Start of Block

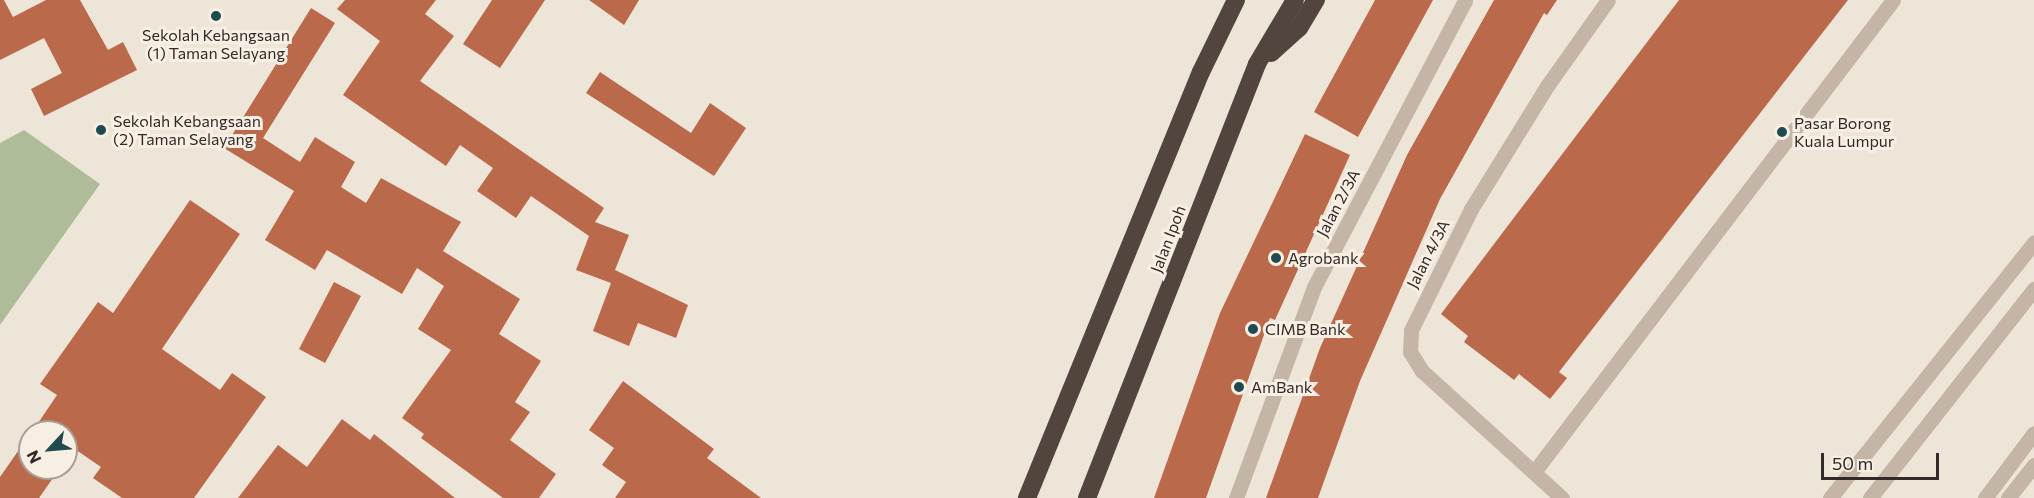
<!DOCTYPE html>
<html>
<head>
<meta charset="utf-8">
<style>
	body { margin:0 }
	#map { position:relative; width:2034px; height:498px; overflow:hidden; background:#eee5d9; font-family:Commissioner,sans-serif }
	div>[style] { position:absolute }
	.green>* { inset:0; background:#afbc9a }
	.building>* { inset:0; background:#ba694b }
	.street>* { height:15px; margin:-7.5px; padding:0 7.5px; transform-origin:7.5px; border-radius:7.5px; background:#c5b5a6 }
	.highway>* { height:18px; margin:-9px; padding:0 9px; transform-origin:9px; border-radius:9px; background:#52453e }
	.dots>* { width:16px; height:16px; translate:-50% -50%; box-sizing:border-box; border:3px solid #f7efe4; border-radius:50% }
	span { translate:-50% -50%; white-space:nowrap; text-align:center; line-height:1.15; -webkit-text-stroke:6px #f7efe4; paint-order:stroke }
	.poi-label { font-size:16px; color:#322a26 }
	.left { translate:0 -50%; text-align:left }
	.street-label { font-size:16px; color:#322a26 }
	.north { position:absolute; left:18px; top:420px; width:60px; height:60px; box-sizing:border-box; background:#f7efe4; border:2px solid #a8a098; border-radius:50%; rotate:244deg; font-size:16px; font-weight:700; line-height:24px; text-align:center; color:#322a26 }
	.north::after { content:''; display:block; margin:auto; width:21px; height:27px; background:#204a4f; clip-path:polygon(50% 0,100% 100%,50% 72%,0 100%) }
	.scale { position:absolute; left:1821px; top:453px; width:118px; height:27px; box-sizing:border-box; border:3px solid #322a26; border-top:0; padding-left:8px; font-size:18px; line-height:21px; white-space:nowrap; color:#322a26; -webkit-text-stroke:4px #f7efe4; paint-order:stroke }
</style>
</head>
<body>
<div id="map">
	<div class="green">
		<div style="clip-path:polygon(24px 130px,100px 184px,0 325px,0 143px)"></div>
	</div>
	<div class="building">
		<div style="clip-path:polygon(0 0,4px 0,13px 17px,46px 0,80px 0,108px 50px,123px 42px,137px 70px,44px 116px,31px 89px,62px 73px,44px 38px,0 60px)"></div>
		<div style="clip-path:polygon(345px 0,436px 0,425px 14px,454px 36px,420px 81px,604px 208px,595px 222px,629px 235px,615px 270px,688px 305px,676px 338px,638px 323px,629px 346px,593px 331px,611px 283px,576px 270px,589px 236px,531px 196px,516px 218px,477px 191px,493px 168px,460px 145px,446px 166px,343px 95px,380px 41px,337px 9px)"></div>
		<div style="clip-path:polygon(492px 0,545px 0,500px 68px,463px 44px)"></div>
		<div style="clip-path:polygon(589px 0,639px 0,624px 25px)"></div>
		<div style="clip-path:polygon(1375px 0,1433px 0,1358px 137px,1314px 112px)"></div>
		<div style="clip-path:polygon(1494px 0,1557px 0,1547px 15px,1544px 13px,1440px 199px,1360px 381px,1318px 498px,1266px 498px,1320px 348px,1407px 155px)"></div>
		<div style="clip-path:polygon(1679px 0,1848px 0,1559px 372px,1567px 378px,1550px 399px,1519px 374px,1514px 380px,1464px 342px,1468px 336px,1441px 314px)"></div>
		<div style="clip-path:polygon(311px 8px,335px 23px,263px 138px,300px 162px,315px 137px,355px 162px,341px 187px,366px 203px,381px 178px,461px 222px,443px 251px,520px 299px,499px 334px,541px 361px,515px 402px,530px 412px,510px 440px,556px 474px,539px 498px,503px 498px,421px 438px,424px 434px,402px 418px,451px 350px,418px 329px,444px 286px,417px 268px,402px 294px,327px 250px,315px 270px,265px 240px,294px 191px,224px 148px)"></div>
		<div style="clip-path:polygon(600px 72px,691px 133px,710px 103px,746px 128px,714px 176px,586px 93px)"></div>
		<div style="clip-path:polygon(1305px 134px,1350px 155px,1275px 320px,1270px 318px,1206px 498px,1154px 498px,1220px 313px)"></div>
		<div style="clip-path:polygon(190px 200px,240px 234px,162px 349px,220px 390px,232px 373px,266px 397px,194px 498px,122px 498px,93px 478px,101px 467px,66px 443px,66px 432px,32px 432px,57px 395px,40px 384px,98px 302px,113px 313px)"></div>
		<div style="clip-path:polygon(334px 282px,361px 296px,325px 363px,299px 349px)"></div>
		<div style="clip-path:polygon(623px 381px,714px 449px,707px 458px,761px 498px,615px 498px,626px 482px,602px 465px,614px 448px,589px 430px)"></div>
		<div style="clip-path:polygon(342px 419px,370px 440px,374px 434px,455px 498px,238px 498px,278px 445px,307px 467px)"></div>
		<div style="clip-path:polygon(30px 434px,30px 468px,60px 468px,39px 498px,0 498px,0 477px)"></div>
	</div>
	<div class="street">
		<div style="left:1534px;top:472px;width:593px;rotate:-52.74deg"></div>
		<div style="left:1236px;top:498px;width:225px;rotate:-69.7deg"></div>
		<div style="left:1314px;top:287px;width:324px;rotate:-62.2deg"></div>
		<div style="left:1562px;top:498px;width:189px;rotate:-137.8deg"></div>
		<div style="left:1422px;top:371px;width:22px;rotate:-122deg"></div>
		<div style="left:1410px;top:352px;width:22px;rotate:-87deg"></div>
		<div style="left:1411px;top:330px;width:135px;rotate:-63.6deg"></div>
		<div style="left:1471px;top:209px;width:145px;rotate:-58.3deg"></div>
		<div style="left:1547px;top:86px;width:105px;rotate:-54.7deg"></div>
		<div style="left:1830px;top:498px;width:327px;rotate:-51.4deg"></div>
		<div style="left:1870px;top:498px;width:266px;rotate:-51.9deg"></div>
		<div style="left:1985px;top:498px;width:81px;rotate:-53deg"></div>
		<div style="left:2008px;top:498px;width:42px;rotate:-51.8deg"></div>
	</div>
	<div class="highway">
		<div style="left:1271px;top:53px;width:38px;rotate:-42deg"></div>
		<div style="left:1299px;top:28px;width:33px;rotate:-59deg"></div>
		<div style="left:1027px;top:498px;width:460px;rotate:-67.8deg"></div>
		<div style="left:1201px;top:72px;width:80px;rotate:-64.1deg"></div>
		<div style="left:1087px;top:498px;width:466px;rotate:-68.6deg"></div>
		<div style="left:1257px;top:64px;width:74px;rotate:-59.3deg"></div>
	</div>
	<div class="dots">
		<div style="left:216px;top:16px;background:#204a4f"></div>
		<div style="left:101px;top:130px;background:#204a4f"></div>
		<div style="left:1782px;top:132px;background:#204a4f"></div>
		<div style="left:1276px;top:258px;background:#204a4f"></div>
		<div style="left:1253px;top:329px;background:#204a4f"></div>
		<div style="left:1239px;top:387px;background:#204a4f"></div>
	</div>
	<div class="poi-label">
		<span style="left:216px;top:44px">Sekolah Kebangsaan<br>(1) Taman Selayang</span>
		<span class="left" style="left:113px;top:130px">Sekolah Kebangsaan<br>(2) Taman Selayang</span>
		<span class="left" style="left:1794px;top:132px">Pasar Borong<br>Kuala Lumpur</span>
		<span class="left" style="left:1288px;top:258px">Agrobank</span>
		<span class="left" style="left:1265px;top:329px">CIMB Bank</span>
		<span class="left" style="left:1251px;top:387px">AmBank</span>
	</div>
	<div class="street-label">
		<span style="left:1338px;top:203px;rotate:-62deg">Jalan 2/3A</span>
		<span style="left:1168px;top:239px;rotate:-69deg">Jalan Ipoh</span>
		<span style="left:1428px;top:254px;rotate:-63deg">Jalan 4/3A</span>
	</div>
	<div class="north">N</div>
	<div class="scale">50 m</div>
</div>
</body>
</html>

End of Block

-- What this task involves --
Wherever a line of the data holds "Kebangsaan", copy that line.

-- Task result --
		<span style="left:216px;top:44px">Sekolah Kebangsaan<br>(1) Taman Selayang</span>
		<span class="left" style="left:113px;top:130px">Sekolah Kebangsaan<br>(2) Taman Selayang</span>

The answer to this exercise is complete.